• **Exercise aim**: From the entries below, gather each line containing the word "junction".

-------- Supplied entries --------

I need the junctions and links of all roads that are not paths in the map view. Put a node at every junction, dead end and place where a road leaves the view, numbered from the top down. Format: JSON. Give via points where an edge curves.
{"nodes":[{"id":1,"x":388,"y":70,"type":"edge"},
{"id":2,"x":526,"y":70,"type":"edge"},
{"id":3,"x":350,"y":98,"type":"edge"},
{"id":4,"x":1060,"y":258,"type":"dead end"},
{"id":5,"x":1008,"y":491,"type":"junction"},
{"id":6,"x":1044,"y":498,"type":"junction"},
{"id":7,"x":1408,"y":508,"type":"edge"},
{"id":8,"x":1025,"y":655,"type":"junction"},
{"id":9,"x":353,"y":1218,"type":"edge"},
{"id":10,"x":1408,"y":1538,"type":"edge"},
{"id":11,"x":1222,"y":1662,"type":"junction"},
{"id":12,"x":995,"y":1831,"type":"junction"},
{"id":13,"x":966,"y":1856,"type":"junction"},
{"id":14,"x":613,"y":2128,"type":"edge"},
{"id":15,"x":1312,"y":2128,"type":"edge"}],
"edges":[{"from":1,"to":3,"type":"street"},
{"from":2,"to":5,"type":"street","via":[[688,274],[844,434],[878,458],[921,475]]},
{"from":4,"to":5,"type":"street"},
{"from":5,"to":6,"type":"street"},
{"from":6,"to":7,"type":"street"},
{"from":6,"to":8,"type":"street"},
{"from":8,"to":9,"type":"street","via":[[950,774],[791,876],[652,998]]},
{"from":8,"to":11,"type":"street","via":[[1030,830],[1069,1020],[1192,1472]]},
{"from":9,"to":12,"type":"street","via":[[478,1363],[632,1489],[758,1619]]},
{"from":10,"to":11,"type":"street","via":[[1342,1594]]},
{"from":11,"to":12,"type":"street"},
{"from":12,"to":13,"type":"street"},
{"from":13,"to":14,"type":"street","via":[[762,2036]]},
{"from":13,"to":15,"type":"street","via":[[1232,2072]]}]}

--------

• **Response to the exercise**:
I need the junctions and links of all roads that are not paths in the map view. Put a node at every junction, dead end and place where a road leaves the view, numbered from the top down. Format: JSON. Give via points where an edge curves.
{"id":5,"x":1008,"y":491,"type":"junction"},
{"id":6,"x":1044,"y":498,"type":"junction"},
{"id":8,"x":1025,"y":655,"type":"junction"},
{"id":11,"x":1222,"y":1662,"type":"junction"},
{"id":12,"x":995,"y":1831,"type":"junction"},
{"id":13,"x":966,"y":1856,"type":"junction"},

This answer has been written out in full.